Funding: This work was supported by Natural Science Foundation of Liaoning province, 2023-MSLH-406.

ABSTRACT

Introduction/Aims

Efgartigimod has been approved for treating acetylcholine receptor antibody-positive generalized myasthenia gravis (AChR-Ab+ gMG). The aim of this study was to report the therapeutic effect of efgartigimod in three patients with triple-seronegative (triple-SN) gMG.

Methods

The medical records of three patients with triple-SN gMG who received efgartigimod at a dose of 10 mg/kg weekly for four consecutive weeks (one treatment cycle) were retrospectively reviewed. The patients were evaluated using the quantitative MG (QMG) score and the MG activities of daily living (MG-ADL) scale.

Results

The first patient, who was refractory to conventional immunosuppressive therapies, demonstrated symptom improvement with a QMG reduction of 20 and an ADL reduction of 10 points following efgartigimod therapy. The second patient with a QMG score of 26 and an ADL score of 19, who showed a poor response to immunoglobulin therapy, achieved rapid symptom control after two cycles of efgartigimod treatment by week 10 (QMG: 2, ADL:1).

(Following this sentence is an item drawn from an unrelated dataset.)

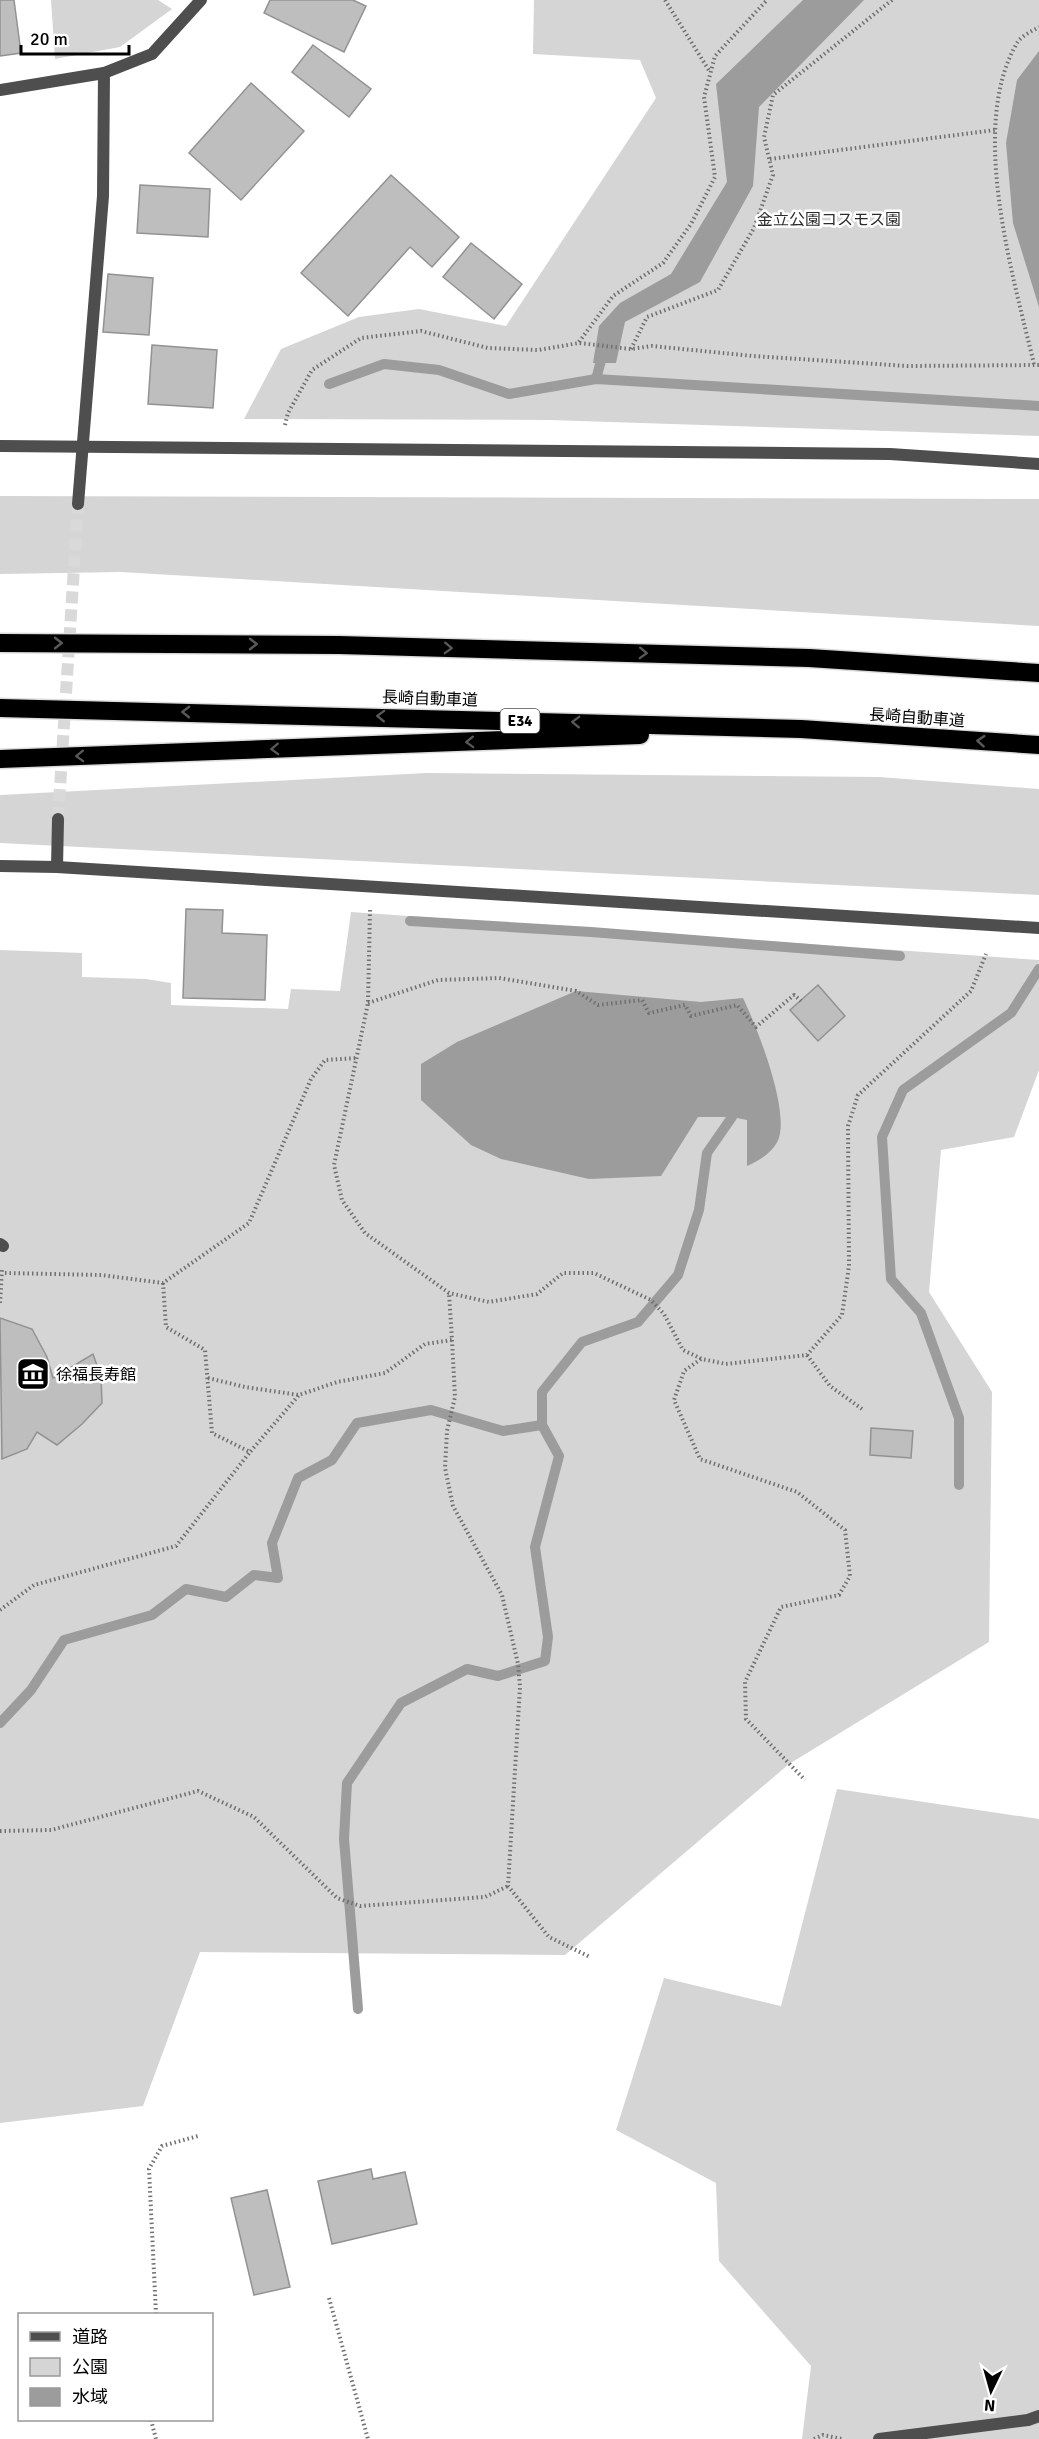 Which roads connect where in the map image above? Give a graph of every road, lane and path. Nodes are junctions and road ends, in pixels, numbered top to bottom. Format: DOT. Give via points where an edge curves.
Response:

The third patient, diagnosed with MG acute exacerbation (QMG: 6, ADL:5), responded favorably to efgartigimod therapy by week 4 (QMG:0, ADL:0).

Discussion

These patient reports provide preliminary evidence supporting the effectiveness of efgartigimod as a potential alternative treatment for patients with triple-SN gMG who do not respond adequately to traditional therapies. However, multicenter randomized controlled trials are necessary to further evaluate the efficacy and safety of efgartigimod in this patient population.

Conflicts of Interest

The authors declare no conflicts of interest.

Data Availability Statement

The data that support the findings of this study are available from the corresponding author upon reasonable request.